Data extracts.
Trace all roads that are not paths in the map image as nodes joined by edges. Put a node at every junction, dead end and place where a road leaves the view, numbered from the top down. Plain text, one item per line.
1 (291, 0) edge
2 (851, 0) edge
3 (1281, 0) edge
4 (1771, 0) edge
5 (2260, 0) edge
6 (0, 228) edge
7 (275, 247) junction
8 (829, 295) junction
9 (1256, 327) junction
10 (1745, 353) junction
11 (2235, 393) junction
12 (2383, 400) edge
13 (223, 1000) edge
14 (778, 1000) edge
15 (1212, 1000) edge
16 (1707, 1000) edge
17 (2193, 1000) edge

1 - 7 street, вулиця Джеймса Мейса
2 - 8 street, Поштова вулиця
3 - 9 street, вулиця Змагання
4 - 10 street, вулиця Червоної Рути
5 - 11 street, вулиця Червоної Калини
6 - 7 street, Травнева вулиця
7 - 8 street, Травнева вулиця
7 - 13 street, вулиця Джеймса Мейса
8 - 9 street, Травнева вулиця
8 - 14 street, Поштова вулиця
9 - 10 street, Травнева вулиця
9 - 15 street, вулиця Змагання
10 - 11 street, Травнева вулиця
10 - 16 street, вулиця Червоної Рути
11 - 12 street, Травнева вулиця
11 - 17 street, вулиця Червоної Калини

Exercise prompt.
Transcribe the listing above exactly, including every line.

Exercise response.
Trace all roads that are not paths in the map image as nodes joined by edges. Put a node at every junction, dead end and place where a road leaves the view, numbered from the top down. Plain text, one item per line.
1 (291, 0) edge
2 (851, 0) edge
3 (1281, 0) edge
4 (1771, 0) edge
5 (2260, 0) edge
6 (0, 228) edge
7 (275, 247) junction
8 (829, 295) junction
9 (1256, 327) junction
10 (1745, 353) junction
11 (2235, 393) junction
12 (2383, 400) edge
13 (223, 1000) edge
14 (778, 1000) edge
15 (1212, 1000) edge
16 (1707, 1000) edge
17 (2193, 1000) edge

1 - 7 street, вулиця Джеймса Мейса
2 - 8 street, Поштова вулиця
3 - 9 street, вулиця Змагання
4 - 10 street, вулиця Червоної Рути
5 - 11 street, вулиця Червоної Калини
6 - 7 street, Травнева вулиця
7 - 8 street, Травнева вулиця
7 - 13 street, вулиця Джеймса Мейса
8 - 9 street, Травнева вулиця
8 - 14 street, Поштова вулиця
9 - 10 street, Травнева вулиця
9 - 15 street, вулиця Змагання
10 - 11 street, Травнева вулиця
10 - 16 street, вулиця Червоної Рути
11 - 12 street, Травнева вулиця
11 - 17 street, вулиця Червоної Калини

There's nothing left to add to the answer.